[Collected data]
[Start of Attachment]

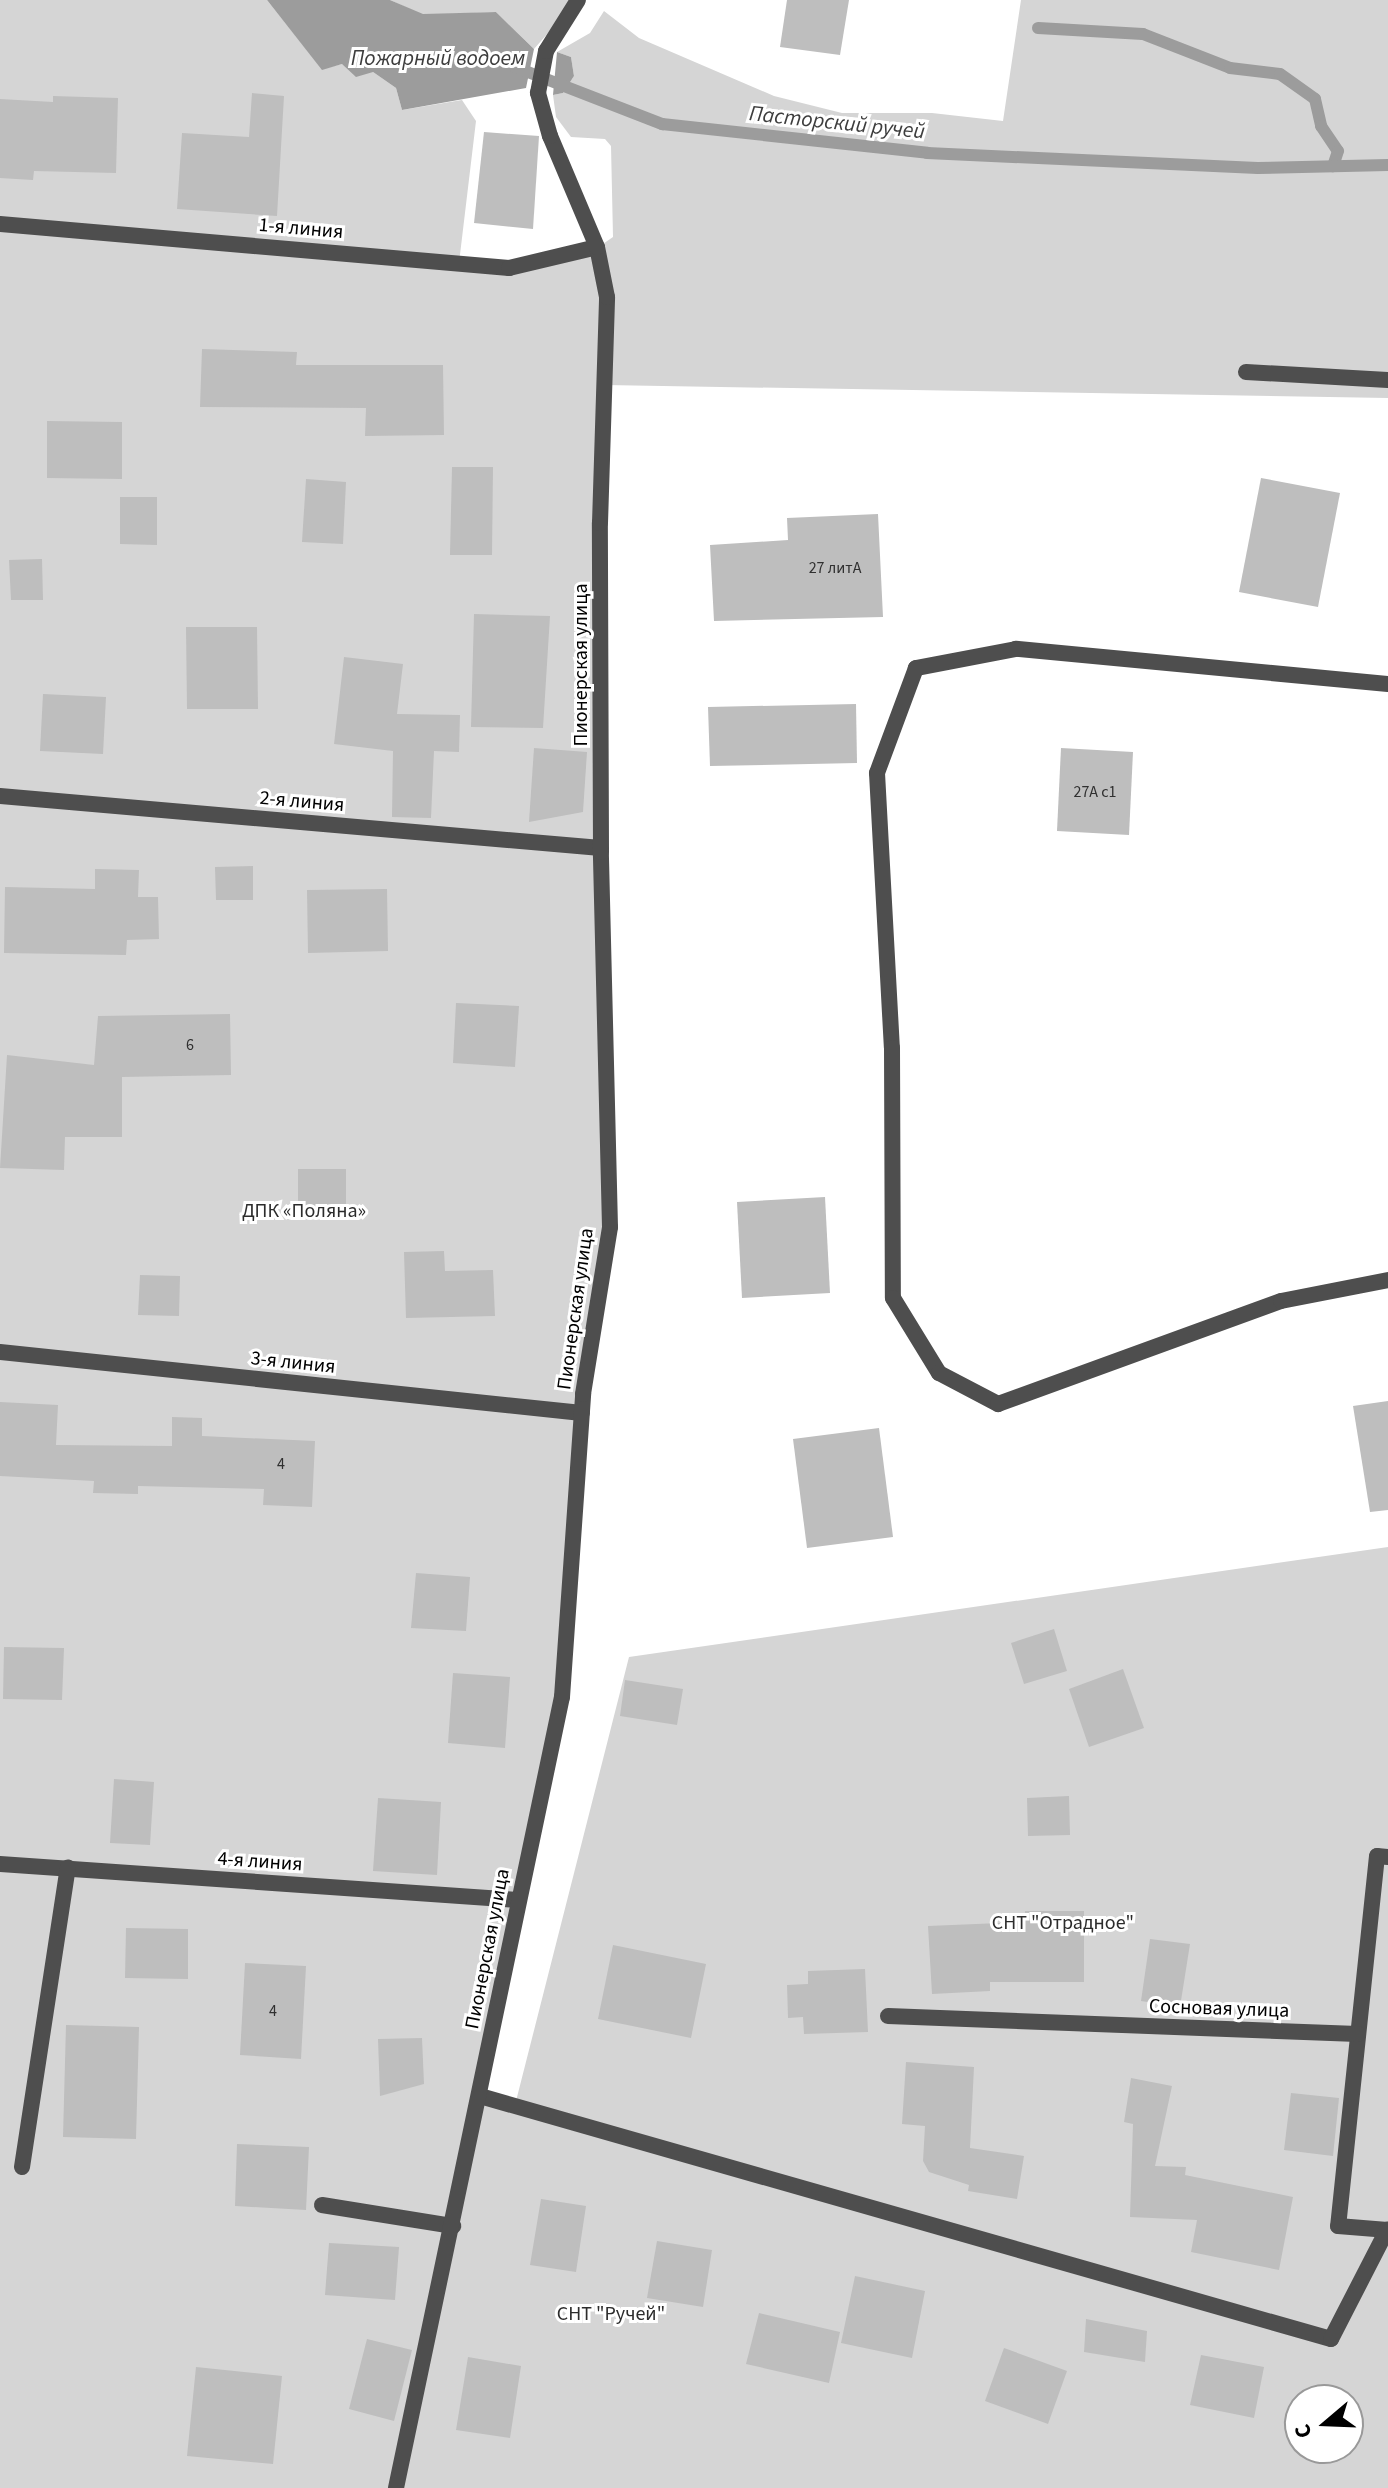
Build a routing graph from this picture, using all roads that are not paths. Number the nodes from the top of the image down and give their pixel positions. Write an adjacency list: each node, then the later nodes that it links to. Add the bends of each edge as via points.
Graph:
1 (578, 0): 3 (street, Пионерская улица, via 546,51 538,93 550,136)
2 (0, 224): 3 (street, 1-я линия, via 509,268)
3 (597, 247): 8 (street, Пионерская улица, via 607,297 600,523)
4 (1246, 372): 5 (street)
5 (1388, 380)
6 (1388, 684): 9 (street, via 1016,649 916,668 877,773 892,1048 893,1298 939,1373 998,1404 1281,1301)
7 (0, 796): 8 (street, 2-я линия)
8 (601, 848): 11 (street, Пионерская улица, via 610,1227)
9 (1388, 1280)
10 (0, 1352): 11 (street, 3-я линия)
11 (582, 1413): 15 (street, Пионерская улица, via 562,1697)
12 (1388, 1857): 17 (street, via 1377,1856)
13 (0, 1864): 14 (street, 4-я линия)
14 (68, 1868): 15 (street, 4-я линия); 19 (street)
15 (517, 1900): 18 (street, Пионерская улица)
16 (888, 2016): 17 (street, Сосновая улица)
17 (1358, 2034): 22 (street, via 1338,2226)
18 (480, 2096): 21 (street, Пионерская улица); 22 (street, via 1331,2339)
19 (22, 2167)
20 (322, 2205): 21 (street)
21 (453, 2226): 23 (street, Пионерская улица)
22 (1387, 2230)
23 (396, 2486)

[End of Attachment]

### TASK PROMPT
An exact copy of the entries above is needed, with the pictures removed.

### SOLUTION TO THIS PROBLEM
Build a routing graph from this picture, using all roads that are not paths. Number the nodes from the top of the image down and give their pixel positions. Write an adjacency list: each node, then the later nodes that it links to. Add the bends of each edge as via points.
Graph:
1 (578, 0): 3 (street, Пионерская улица, via 546,51 538,93 550,136)
2 (0, 224): 3 (street, 1-я линия, via 509,268)
3 (597, 247): 8 (street, Пионерская улица, via 607,297 600,523)
4 (1246, 372): 5 (street)
5 (1388, 380)
6 (1388, 684): 9 (street, via 1016,649 916,668 877,773 892,1048 893,1298 939,1373 998,1404 1281,1301)
7 (0, 796): 8 (street, 2-я линия)
8 (601, 848): 11 (street, Пионерская улица, via 610,1227)
9 (1388, 1280)
10 (0, 1352): 11 (street, 3-я линия)
11 (582, 1413): 15 (street, Пионерская улица, via 562,1697)
12 (1388, 1857): 17 (street, via 1377,1856)
13 (0, 1864): 14 (street, 4-я линия)
14 (68, 1868): 15 (street, 4-я линия); 19 (street)
15 (517, 1900): 18 (street, Пионерская улица)
16 (888, 2016): 17 (street, Сосновая улица)
17 (1358, 2034): 22 (street, via 1338,2226)
18 (480, 2096): 21 (street, Пионерская улица); 22 (street, via 1331,2339)
19 (22, 2167)
20 (322, 2205): 21 (street)
21 (453, 2226): 23 (street, Пионерская улица)
22 (1387, 2230)
23 (396, 2486)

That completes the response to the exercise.